Seorang Pemuda Skeptis
Pemuda yang merasa dirinya self convidence itu menghampiri dua orang gdis yang sedang santai-santai di atas rumput-rumpu di dekat batang pinang. Kepada salah seorang diantaranya dia bertanya.
"Kamu sudah punya pacar belum?"
"Maaf..."
Tidak mengerti.
"Kalau sudah punya pacar tidak baik menghubungi pada waktu-waktu tertentu"
"Maaf, maksudnya?"
Bingung.
"Saya mau meminta nomor HP kamu.
Heran
"Tapi kalau sudah punya pacar, tak usahlah"
Selain over self convidence, dia juga seorang skeptis. Melihat orang-orang bersepeda, senam pagi, berjalan di batu-batu disusun runcing dan joging, dia bernyanyi:
Seribu Terapi
Sejuta pusat kebugaran
Semilyar resep ramuan
Semuanya tidak berharga samasekali dibandingkan dua rakaat shalat .

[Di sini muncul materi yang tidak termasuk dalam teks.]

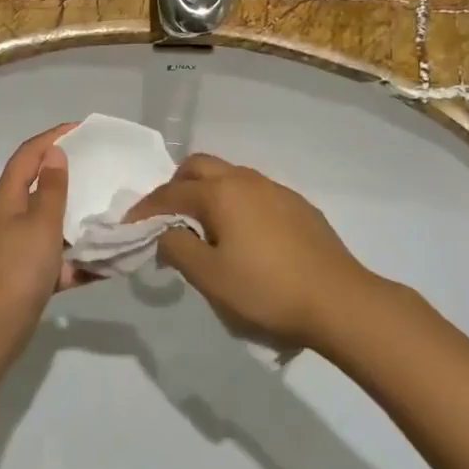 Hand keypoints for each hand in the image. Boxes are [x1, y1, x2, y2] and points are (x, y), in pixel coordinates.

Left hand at [0, 124, 87, 333]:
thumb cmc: (19, 266)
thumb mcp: (42, 222)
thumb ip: (52, 188)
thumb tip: (54, 154)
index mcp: (8, 198)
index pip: (29, 154)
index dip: (53, 137)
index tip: (83, 129)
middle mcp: (11, 216)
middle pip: (40, 184)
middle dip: (70, 173)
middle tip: (101, 165)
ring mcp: (20, 244)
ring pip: (53, 220)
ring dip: (78, 214)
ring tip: (111, 205)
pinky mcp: (31, 270)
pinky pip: (60, 254)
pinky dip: (80, 254)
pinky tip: (107, 257)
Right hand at [126, 153, 377, 352]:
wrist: (340, 301)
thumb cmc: (266, 290)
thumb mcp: (210, 277)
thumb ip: (177, 248)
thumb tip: (165, 232)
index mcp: (220, 193)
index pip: (169, 193)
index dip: (144, 210)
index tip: (128, 228)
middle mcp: (246, 180)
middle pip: (199, 168)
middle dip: (175, 187)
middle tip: (166, 220)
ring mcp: (276, 190)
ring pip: (229, 177)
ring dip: (207, 194)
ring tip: (203, 230)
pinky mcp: (298, 206)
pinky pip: (254, 193)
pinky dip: (235, 204)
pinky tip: (242, 237)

Dia mengndekati mobil pustaka keliling. Mencari-cari buku yang membuatnya tertarik. Dia menemukan "The Zahir" karya Paulo Coelho, orang Brazil. Dia menjadi bingung. Setahunya buku itu ditulis orang Argentina bernama Bergos.
Sambil membaca "The Zahir" dia mendengar seorang bocah laki-laki merengek pada ibunya. Didepan ibu dan si bocah ayahnya sedang asyik baca buku. Bukan karena tak dengar anaknya merengek sebab bukunya terlalu menarik, tapi memang sang ayah terlalu dewasa menanggapi anaknya menangis.
Menyaksikan itu si pemuda berkata dalam benaknya:
Kalau saja aku punya anak yang merengek akan kubentak dia hingga diam. Aku juga akan marah sebab anakku merengek pada tempatku "merengek" dan merengek.
Lalu akal sehat pemuda itu berkata:
Kalau saja bukan karena seorang ayah menganggap anak laki-lakinya sebagai dirinya sendiri yang terlahirkan kembali, niscaya semua ayah akan membunuh anak laki-lakinya seperti yang dilakukan keluarga kucing.